Ela é Samantha, interpretada somente em voz por Scarlett Johansson. Samantha é um “sistema de operação”, um programa de inteligência artificial. Uma das várias configurações do modelo OS1, que vende a ideia de entregar a seus usuários uma experiência de diálogo real, com alguém que, rastreando seus emails, suas ligações, seus hábitos e até seu tom de voz, conseguirá te entender (leia-se “te aceitar”) melhor. Seu ofício é dar conteúdo humano enquanto produto inumano.

Theodore e Samantha vão viver uma história de amor. De cara, poderíamos entender que a grande premissa do filme é criar o debate do quão legítimo ou lícito é uma relação afetiva entre um homem e algo que não é humano. Mas a literatura e o próprio cinema são há muito tempo familiares com questões assim. Há uma vastidão de personagens humanos que já se apaixonaram e criaram relações com bonecas infláveis, macacos, patos, monstros e andróides.
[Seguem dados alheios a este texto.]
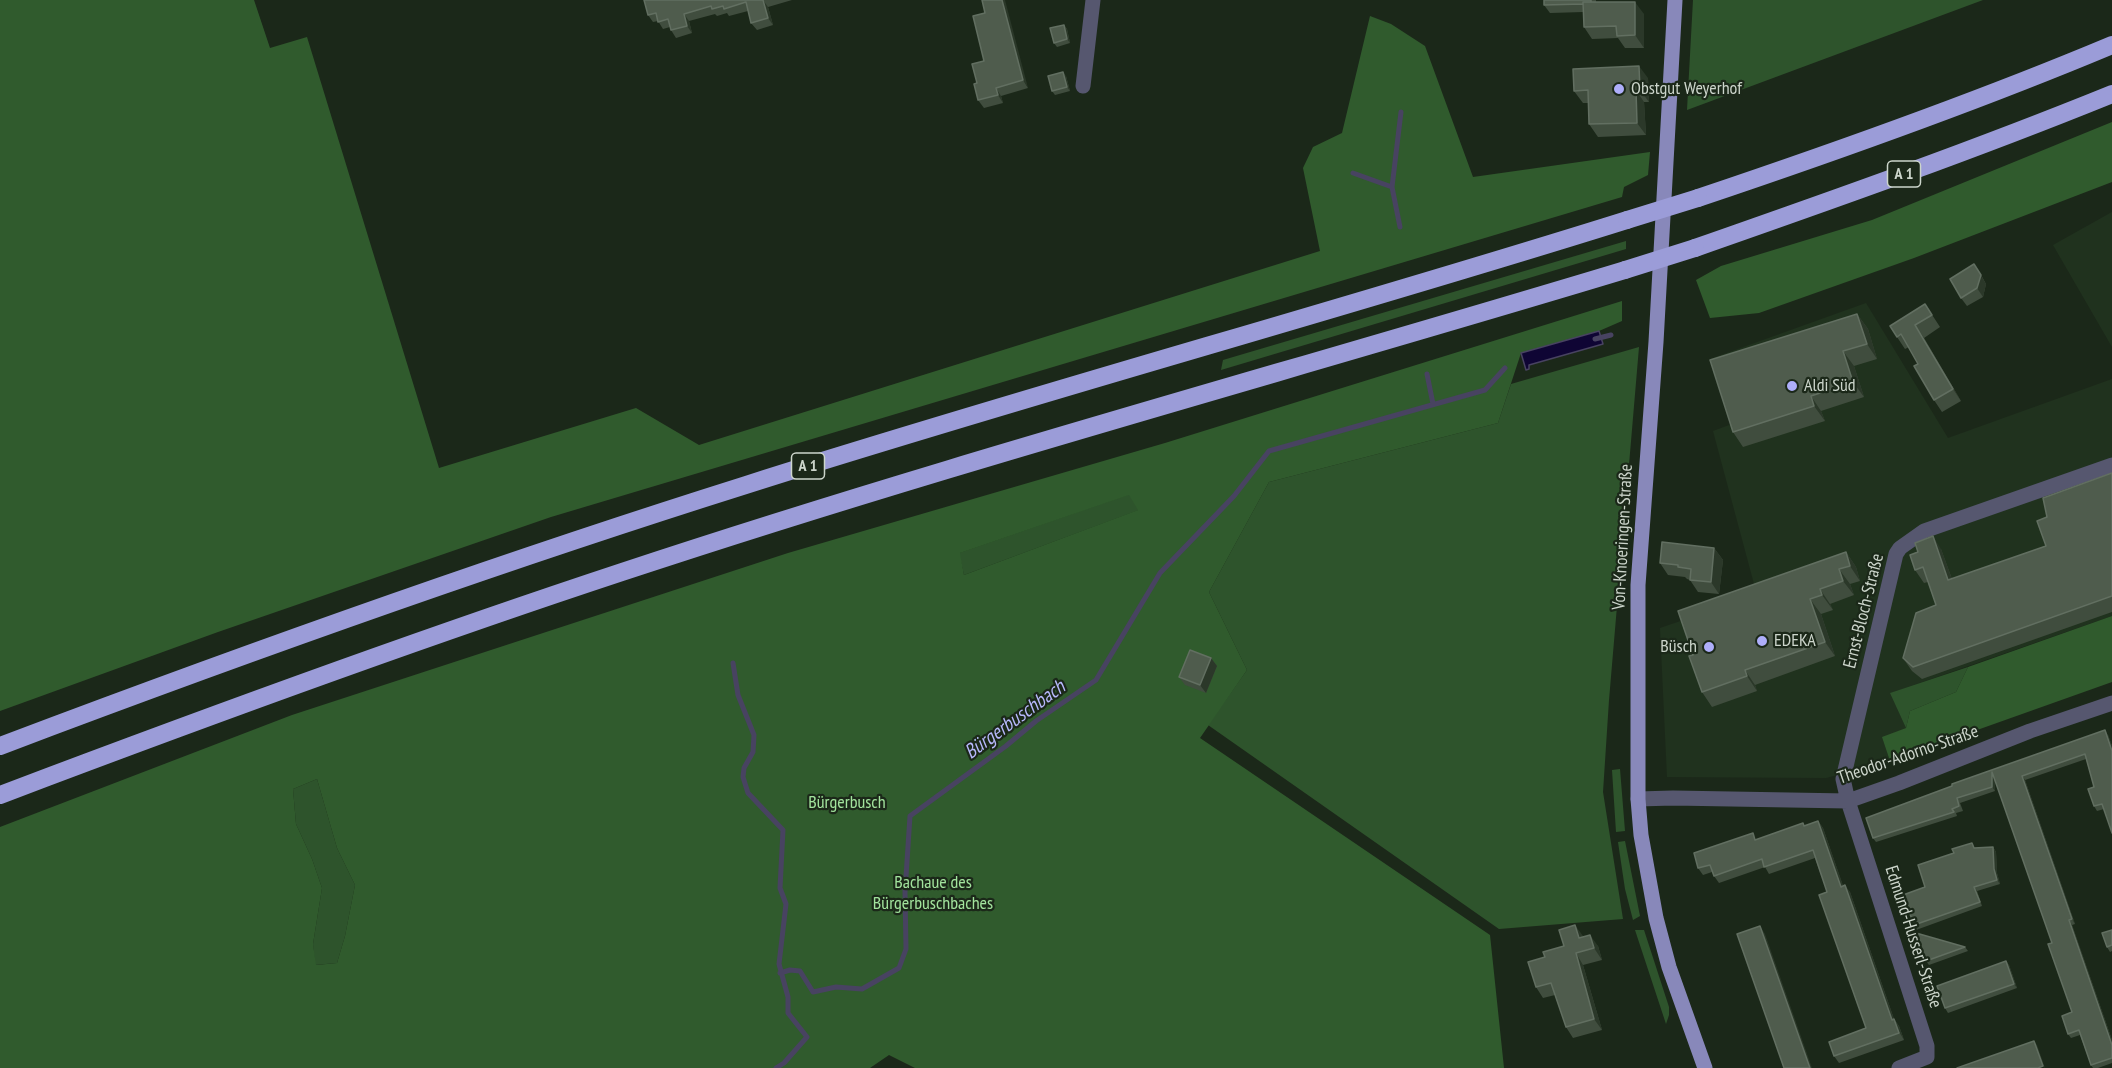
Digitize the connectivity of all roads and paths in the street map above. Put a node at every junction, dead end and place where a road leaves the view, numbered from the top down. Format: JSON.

O que distingue Ela de todas essas demais histórias de amor é justamente a inexistência física de um dos lados envolvidos. Samantha é o design da ausência. Sua única materialidade reside em sua voz: feminina, sexy, acolhedora. Quem dará contorno a ela é Theodore, a levando pra praia, para piqueniques com amigos e até mesmo para cama. E o filme faz questão de sublinhar nos cenários estéreis (mesmo a praia parece ser desenhada para ser um ambiente sem ruídos) toda a aflição das relações insípidas construídas com base nessa receita de felicidade plasticamente conformada.
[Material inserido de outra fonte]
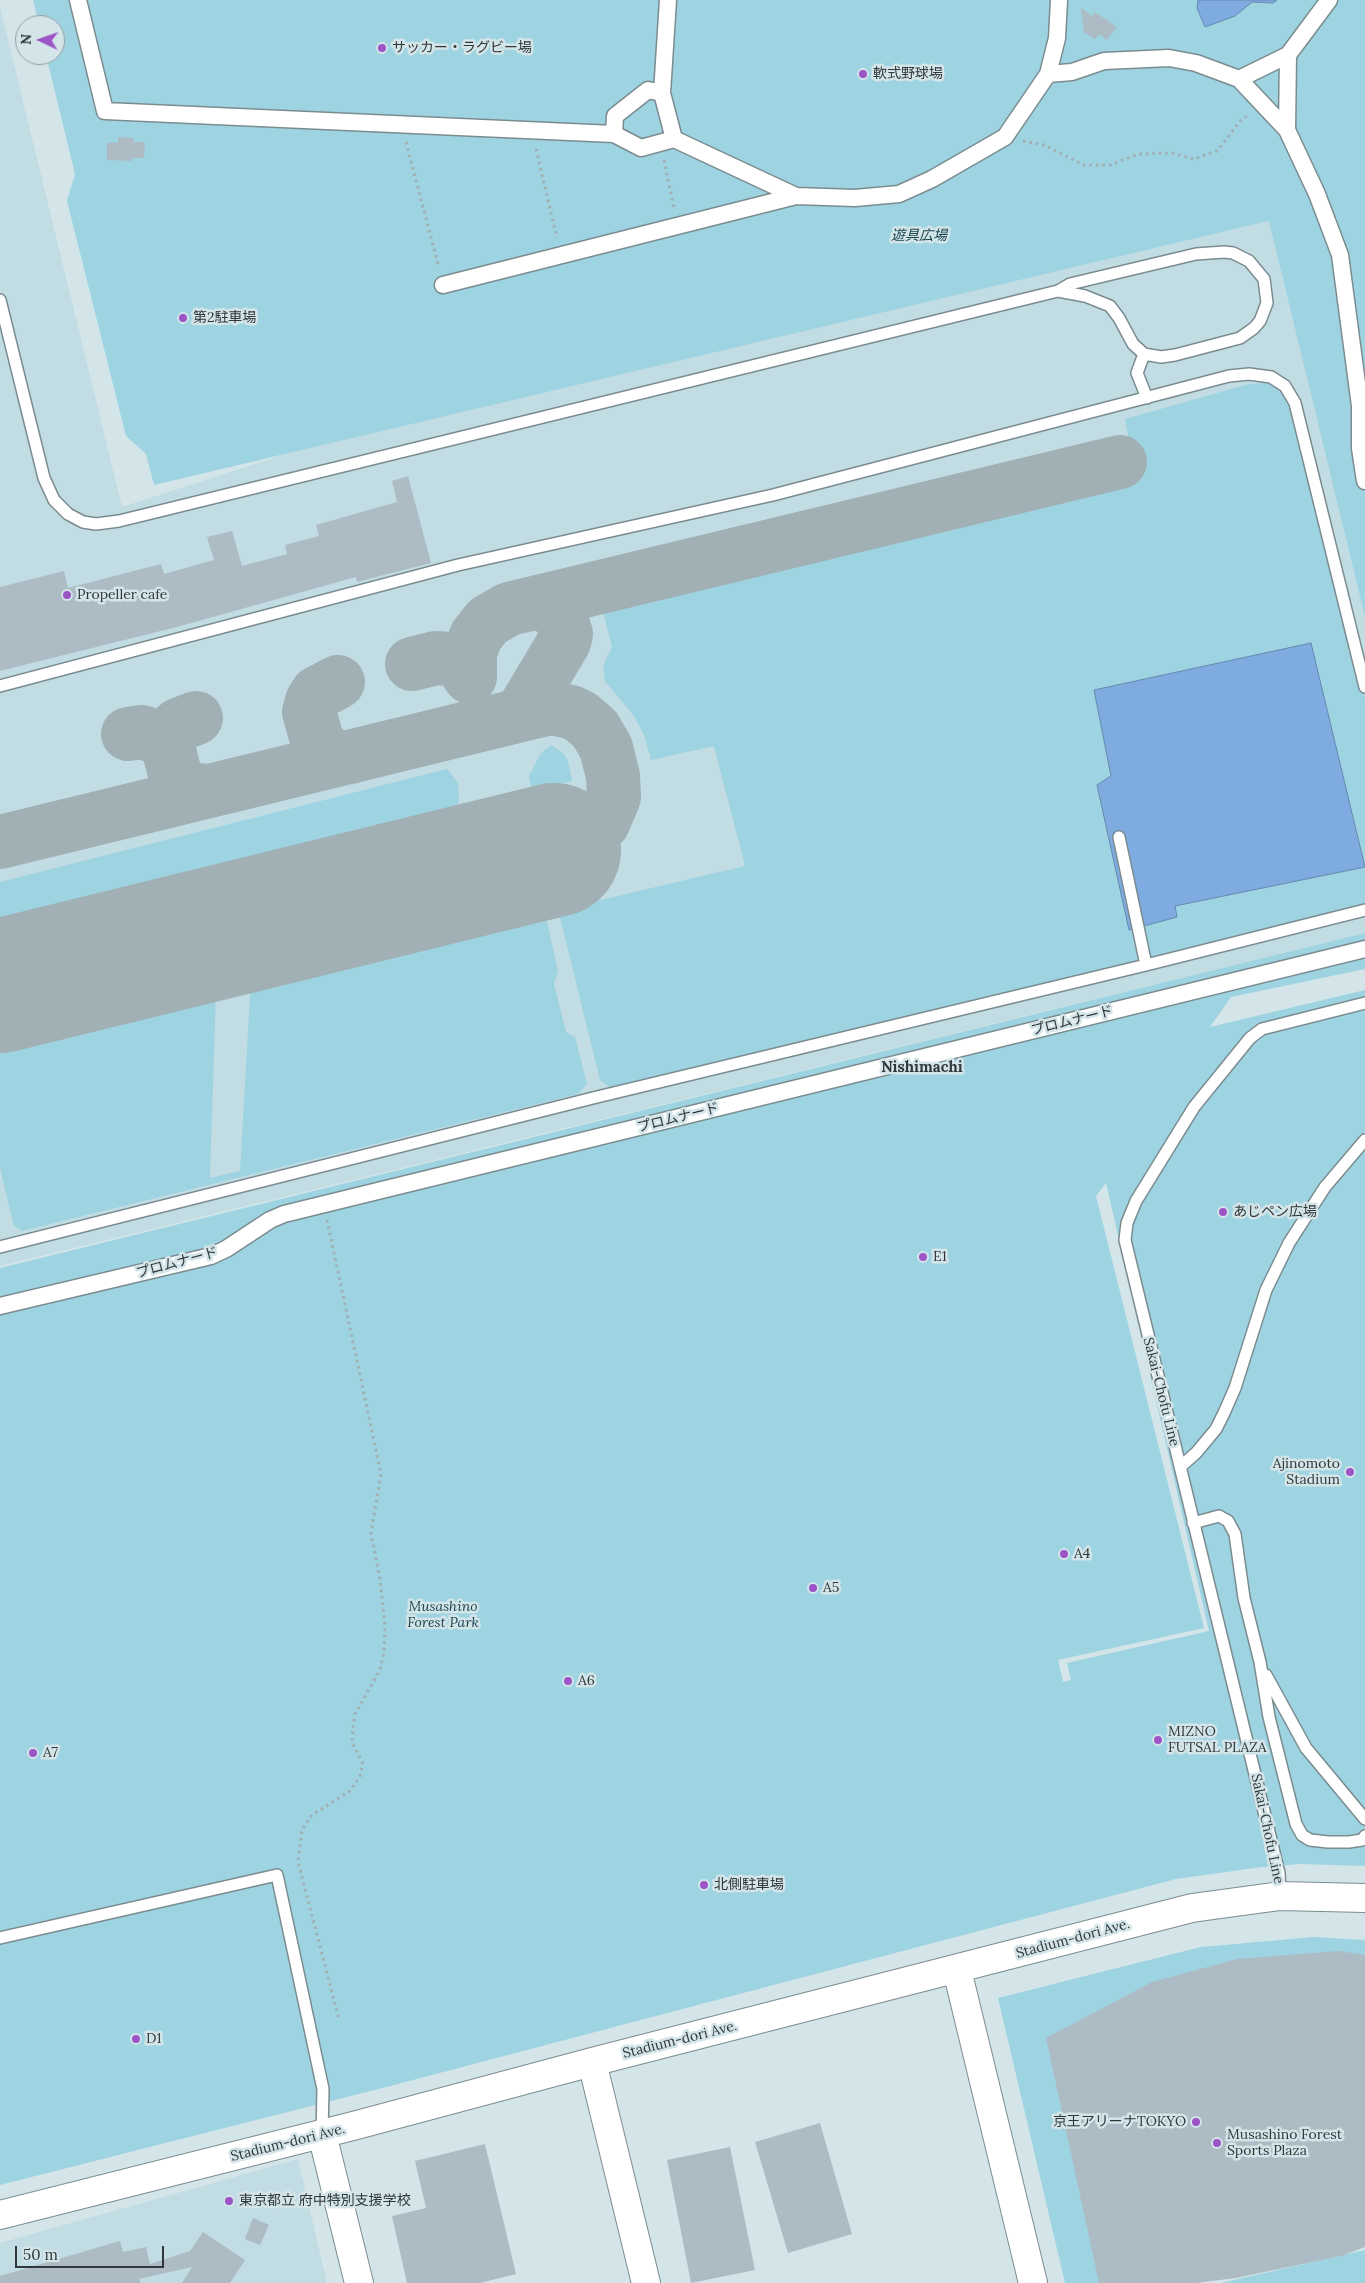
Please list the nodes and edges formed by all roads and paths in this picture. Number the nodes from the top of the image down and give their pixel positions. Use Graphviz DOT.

Ele diz que admira o olhar dela diante do mundo. Mas o olhar dela é dele. É pela lente de Theodore que Samantha experimenta esse mundo. O novo trabalho de Spike Jonze é, em sua mais íntima essência, uma discussão sobre o olhar numa sociedade em que nossas projeções morais muitas vezes se aprisionam em projeções estéticas. E o filme se usa desse mesmo design do ideal para, ironicamente, nos entregar teses profundas não exatamente por seu conteúdo, mas precisamente por sua embalagem. Vivemos em um momento em que só conseguimos compartilhar nossos problemas, amores e desamores quando eles estão empacotados em cartazes bacanas ou em fotos onde o jarro de flor parece estar sempre no lugar certo. E quando o protagonista diz que quer compartilhar sua vida com aquele OS, é exatamente isso que ele faz: filma, registra e edita imagens legais para ela.

As questões que surgem do relacionamento entre esses dois, e dos demais relacionamentos que se estabelecem entre humanos e seus respectivos OS no filme, se encaixam como uma luva às demandas do mundo que hoje persegue esse ambiente do bem-estar filtrado. Deixamos de nos apaixonar pela ideia para ceder aos encantos da imagem que a ideia nos dá? Naturalmente, outros debates surgem ao longo do roteiro: Existe livre-arbítrio em uma inteligência artificial? E se sim, qual nosso julgamento para a legitimidade desse livre-arbítrio? As perguntas vão gerar um sem-número de análises. Mas estou certa que o filme não teria o impacto que ele terá em tantas pessoas não fosse esse laço vermelho rosado que o embala.